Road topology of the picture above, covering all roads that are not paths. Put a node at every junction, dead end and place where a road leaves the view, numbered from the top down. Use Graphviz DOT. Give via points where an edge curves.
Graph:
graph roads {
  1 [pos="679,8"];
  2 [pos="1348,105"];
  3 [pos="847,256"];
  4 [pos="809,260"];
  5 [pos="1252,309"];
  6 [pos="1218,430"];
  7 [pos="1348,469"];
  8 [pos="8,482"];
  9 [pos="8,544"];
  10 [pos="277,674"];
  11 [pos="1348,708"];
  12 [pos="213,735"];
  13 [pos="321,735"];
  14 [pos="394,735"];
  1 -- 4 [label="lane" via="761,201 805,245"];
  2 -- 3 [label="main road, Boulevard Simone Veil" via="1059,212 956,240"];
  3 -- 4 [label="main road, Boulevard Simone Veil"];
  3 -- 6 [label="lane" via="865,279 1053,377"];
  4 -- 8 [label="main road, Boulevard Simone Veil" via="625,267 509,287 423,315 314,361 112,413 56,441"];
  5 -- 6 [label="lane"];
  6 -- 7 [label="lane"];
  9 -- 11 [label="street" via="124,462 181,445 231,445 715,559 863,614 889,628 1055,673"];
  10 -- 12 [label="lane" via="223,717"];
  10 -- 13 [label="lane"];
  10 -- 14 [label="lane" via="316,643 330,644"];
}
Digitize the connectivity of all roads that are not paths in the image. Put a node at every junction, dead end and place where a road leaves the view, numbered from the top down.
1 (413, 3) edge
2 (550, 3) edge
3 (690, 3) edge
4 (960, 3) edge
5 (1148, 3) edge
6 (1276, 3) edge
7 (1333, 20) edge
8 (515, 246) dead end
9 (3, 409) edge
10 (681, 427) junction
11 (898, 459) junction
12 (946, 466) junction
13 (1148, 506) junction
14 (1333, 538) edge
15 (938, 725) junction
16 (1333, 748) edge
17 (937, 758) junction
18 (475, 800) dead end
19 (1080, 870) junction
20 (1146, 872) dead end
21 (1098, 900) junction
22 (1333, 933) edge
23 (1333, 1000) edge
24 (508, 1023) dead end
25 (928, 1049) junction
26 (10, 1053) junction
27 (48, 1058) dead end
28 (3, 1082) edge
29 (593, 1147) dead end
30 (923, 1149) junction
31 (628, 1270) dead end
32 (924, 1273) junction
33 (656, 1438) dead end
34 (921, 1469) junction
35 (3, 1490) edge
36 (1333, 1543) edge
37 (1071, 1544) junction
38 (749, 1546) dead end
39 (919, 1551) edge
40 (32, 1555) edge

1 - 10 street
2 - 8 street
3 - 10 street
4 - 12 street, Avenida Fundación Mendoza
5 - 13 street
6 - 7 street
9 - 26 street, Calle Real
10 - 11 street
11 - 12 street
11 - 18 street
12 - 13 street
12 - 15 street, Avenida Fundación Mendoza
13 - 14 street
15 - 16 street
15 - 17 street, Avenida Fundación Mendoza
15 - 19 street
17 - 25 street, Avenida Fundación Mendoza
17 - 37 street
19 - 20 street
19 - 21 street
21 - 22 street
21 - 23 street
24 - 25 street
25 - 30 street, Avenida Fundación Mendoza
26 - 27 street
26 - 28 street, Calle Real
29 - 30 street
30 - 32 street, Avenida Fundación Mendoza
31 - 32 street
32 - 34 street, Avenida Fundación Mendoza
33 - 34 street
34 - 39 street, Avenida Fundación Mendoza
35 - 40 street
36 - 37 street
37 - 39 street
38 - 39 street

#####

▸ **WHAT THIS TASK INVOLVES**: Which lines of the listing contain the string "down"? Copy each of them.

▸ **WRITTEN RESPONSE**:
Road topology of the picture above, covering all roads that are not paths. Put a node at every junction, dead end and place where a road leaves the view, numbered from the top down. Use Graphviz DOT. Give via points where an edge curves.
Digitize the connectivity of all roads that are not paths in the image. Put a node at every junction, dead end and place where a road leaves the view, numbered from the top down.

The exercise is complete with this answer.